Before going home shopping, knowing how much money you need to allocate for a home is essential, especially if you plan on getting financing. Now this part is tricky. While mortgage calculators are easily available online, what you calculate on your own may have different results from how much the lender decides to lend you.
There are a plethora of other factors involved aside from just the interest rate. Put in the appraised value of your home, your credit score, and of course your current financial health. Investing on more than you can afford can give you trouble in the long run, risking foreclosure, which could cause significant damage to your credit.
So how do you determine the amount you can get for a home loan?
Get Help from the Bank
You can ask the bank to tell you the maximum amount of payment you could make on your home based on your annual income and debts. The calculation does not necessarily factor in the sales price of the house you are interested in. They calculate the maximum amount of mortgage payment you will be able to make without raising your DTI or debt-to-income ratio above what is allowed on various mortgage products.
If you are taking a conventional mortgage, the highest DTI you can carry is 45 percent. If you plan to take on a mortgage under the FHA, VA and USDA loans, you would be required a cap of 45 percent maximum DTI as well. For HomeReady™ programs, the maximum allowed DTI is at 50 percent.
The Nature of DTIs
Debt-to-income ratios have two components in the context of calculating for home payments:
a) the Front-end ratio
This compares the buyer’s monthly income to his expected mortgage payment every month wherein this payment already includes:
– principal plus interest*
– real estate tax dues*
– homeowners insurance*
– association fees*
Lenders typically cap front-end DTIs to a max of 28 percent. If part of your monthly income goes beyond this percentage, you may have a problem.
b) the Back-end ratio
On the other hand, back-end ratios include:
– housing payments
– credit card debts
– child support or alimony
– car loan dues
– payments on other loans
All these are calculated on a per monthly basis.

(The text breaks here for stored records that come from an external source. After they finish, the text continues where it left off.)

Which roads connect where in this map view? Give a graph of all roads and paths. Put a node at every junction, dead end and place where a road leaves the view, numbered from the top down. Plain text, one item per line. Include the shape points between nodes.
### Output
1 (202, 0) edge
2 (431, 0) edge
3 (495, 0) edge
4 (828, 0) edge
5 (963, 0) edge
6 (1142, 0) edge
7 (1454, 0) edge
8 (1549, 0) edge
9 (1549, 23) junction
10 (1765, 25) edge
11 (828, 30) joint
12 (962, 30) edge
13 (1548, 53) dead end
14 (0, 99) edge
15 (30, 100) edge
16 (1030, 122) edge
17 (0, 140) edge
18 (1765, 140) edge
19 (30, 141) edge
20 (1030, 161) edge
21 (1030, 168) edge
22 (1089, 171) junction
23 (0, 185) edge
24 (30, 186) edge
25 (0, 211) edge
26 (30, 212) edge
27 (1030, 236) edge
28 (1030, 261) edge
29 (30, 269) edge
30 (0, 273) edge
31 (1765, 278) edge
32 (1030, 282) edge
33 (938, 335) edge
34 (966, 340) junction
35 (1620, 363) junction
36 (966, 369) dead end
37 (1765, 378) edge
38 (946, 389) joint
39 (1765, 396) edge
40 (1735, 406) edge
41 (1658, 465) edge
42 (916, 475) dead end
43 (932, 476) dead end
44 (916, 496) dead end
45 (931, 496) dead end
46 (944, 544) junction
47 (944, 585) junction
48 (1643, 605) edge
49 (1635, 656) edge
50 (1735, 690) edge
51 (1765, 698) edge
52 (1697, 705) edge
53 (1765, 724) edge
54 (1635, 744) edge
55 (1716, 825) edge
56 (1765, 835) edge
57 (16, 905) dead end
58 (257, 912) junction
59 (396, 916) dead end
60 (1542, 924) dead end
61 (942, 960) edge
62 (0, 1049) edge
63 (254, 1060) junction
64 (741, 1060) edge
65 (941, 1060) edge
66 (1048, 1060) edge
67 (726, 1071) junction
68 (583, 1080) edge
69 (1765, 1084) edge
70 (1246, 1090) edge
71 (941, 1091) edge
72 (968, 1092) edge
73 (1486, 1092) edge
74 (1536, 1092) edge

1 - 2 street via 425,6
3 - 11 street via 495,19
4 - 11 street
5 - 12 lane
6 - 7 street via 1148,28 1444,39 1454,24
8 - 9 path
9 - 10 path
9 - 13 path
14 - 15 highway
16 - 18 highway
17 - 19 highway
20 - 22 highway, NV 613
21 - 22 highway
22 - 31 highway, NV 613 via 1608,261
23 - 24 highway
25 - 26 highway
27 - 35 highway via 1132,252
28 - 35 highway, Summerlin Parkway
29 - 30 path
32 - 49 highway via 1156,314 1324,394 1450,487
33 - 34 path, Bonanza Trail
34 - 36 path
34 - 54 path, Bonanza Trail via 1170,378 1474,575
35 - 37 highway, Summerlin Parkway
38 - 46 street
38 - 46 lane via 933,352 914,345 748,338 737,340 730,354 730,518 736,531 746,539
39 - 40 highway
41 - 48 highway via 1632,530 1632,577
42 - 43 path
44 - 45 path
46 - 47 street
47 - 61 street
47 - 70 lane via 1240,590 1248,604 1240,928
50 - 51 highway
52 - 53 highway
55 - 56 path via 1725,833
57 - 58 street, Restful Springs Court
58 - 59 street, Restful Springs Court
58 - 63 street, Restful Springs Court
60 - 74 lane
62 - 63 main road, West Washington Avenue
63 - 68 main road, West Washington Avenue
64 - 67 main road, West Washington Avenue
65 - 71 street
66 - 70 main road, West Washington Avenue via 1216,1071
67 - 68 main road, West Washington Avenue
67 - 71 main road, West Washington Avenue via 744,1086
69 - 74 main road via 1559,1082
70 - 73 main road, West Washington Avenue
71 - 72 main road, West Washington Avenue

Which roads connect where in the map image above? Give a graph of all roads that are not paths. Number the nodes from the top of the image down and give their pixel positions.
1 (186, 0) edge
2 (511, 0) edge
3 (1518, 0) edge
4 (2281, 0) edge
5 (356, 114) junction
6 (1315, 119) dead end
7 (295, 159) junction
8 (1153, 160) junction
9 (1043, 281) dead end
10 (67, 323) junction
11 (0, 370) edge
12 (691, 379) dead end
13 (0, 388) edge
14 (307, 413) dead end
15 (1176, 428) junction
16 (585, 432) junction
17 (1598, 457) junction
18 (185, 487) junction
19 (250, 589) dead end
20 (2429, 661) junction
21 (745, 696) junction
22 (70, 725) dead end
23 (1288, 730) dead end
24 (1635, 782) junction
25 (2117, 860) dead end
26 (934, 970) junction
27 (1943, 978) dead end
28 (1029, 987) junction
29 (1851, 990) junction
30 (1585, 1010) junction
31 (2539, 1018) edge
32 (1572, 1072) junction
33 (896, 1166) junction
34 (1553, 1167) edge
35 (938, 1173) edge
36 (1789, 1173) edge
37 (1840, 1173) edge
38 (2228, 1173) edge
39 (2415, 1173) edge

The DTI back-end maximum is usually at 36 percent.
Plan a Budget
It’s a good start to know the full amount of how much you can spend on your mortgage per month. But it does not mean you need to follow this. You can use this as a baseline in helping you balance spending and savings to a healthy level. Consider that you are not only paying for your home. You may also be burdened by other costly debts such as car or personal loans, on top of your insurance premiums and other household payments.
Work out a budget and input how much you think is the amount you can manage to pay for home financing on a monthly basis. You can then use a mortgage calculator to calculate the potential size of the loan you are going to get.
Getting a mortgage is not a walk in the park. It requires looking into the details and an honest evaluation of your ability to repay. In this case, knowing your affordability limit is a good start.